Among these entries, how many lines contain "using"? Say the number and nothing else.

§ Exercise data:
##########

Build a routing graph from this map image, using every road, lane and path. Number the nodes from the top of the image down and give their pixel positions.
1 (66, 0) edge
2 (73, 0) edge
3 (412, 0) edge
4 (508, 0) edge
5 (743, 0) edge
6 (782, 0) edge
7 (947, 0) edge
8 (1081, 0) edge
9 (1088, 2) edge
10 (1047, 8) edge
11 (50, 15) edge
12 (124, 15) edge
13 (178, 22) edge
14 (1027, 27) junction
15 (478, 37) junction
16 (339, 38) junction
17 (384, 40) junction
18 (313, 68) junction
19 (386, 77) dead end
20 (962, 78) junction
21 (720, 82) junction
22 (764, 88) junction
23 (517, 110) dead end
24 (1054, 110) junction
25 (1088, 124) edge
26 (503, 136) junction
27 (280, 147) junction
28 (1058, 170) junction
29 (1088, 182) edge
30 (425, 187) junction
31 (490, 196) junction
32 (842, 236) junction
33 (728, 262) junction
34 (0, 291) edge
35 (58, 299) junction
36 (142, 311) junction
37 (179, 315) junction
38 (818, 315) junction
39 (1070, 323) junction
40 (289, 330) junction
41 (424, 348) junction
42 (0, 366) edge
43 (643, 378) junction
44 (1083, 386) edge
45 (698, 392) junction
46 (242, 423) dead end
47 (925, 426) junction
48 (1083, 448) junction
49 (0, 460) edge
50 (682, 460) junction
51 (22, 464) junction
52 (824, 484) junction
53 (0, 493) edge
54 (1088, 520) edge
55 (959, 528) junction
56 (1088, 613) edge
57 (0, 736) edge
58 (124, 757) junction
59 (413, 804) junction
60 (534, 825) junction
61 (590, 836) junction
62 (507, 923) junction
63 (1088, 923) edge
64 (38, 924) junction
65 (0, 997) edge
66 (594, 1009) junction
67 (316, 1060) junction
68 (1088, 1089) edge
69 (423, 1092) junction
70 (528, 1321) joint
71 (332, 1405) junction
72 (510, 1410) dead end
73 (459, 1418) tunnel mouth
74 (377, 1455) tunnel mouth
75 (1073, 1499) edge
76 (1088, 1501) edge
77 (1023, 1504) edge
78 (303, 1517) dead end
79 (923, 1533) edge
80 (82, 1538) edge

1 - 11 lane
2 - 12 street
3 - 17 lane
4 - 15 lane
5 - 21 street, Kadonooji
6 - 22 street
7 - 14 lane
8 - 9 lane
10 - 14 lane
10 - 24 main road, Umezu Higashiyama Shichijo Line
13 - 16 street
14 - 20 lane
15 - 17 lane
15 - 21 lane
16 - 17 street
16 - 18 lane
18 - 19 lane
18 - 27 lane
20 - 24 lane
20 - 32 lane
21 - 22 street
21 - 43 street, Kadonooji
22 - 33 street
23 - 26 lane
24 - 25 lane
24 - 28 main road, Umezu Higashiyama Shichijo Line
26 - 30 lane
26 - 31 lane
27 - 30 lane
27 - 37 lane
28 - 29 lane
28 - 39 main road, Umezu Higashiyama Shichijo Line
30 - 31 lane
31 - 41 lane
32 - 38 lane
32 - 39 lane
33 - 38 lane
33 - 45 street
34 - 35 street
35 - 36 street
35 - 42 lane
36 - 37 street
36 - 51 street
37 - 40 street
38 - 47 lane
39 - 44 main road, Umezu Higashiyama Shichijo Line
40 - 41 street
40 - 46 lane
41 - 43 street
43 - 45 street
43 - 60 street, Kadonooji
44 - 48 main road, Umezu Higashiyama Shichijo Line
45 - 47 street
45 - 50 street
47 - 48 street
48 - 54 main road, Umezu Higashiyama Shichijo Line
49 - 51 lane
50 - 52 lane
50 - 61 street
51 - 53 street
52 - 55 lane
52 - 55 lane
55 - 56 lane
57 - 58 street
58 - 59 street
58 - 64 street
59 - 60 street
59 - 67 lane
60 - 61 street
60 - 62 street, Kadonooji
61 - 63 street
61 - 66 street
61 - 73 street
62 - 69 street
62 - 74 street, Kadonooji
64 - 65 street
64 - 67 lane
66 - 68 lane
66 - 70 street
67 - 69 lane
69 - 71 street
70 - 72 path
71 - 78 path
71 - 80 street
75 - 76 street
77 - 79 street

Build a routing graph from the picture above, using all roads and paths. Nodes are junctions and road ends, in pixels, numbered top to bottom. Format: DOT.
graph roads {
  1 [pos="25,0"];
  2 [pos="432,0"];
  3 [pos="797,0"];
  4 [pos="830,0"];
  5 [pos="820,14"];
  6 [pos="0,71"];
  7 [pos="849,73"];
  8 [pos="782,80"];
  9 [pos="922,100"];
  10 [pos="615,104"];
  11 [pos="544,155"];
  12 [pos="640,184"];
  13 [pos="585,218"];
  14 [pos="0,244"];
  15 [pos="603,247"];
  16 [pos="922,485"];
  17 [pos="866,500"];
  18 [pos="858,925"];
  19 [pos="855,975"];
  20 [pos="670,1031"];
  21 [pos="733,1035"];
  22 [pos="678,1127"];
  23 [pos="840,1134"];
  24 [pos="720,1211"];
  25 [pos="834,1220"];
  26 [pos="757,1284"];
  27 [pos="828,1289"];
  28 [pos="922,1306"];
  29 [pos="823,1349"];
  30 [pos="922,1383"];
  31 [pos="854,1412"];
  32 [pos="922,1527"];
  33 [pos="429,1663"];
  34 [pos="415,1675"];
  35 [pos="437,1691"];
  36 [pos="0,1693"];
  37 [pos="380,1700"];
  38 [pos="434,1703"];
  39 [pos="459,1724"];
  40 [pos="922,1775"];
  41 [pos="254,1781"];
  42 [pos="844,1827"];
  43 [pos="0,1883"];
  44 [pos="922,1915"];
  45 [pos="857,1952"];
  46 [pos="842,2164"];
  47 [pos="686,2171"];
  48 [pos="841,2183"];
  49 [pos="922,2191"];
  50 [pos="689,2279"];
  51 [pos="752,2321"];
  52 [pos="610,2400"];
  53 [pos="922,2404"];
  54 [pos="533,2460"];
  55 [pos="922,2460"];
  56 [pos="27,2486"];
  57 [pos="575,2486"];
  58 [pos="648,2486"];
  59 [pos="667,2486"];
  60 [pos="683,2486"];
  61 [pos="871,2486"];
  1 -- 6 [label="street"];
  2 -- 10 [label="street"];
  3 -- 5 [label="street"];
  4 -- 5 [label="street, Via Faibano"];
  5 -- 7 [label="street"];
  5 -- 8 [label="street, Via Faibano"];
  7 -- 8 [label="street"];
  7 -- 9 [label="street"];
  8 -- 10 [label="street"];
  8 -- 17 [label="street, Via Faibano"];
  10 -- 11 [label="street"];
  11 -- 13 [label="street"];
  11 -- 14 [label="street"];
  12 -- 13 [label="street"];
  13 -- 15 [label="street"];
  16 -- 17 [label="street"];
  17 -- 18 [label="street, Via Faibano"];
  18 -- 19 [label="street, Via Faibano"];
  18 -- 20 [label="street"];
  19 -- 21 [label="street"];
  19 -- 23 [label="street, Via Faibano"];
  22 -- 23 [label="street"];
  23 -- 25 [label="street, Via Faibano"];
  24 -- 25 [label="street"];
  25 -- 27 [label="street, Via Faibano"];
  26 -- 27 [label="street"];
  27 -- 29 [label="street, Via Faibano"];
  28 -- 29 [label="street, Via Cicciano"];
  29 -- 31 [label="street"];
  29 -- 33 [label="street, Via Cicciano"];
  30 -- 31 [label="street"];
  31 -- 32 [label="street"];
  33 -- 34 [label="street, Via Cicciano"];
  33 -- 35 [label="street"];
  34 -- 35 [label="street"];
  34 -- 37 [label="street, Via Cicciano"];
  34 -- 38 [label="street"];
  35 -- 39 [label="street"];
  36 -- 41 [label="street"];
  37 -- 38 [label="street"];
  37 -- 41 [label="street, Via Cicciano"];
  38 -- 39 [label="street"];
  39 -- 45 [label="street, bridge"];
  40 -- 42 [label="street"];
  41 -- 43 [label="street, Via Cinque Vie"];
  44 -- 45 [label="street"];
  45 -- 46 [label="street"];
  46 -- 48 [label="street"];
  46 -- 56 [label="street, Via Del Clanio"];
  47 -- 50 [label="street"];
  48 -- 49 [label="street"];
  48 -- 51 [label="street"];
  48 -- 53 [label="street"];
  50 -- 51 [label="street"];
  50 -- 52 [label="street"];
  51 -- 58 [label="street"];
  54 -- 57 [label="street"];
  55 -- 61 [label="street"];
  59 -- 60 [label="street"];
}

##########

§ Written response: 2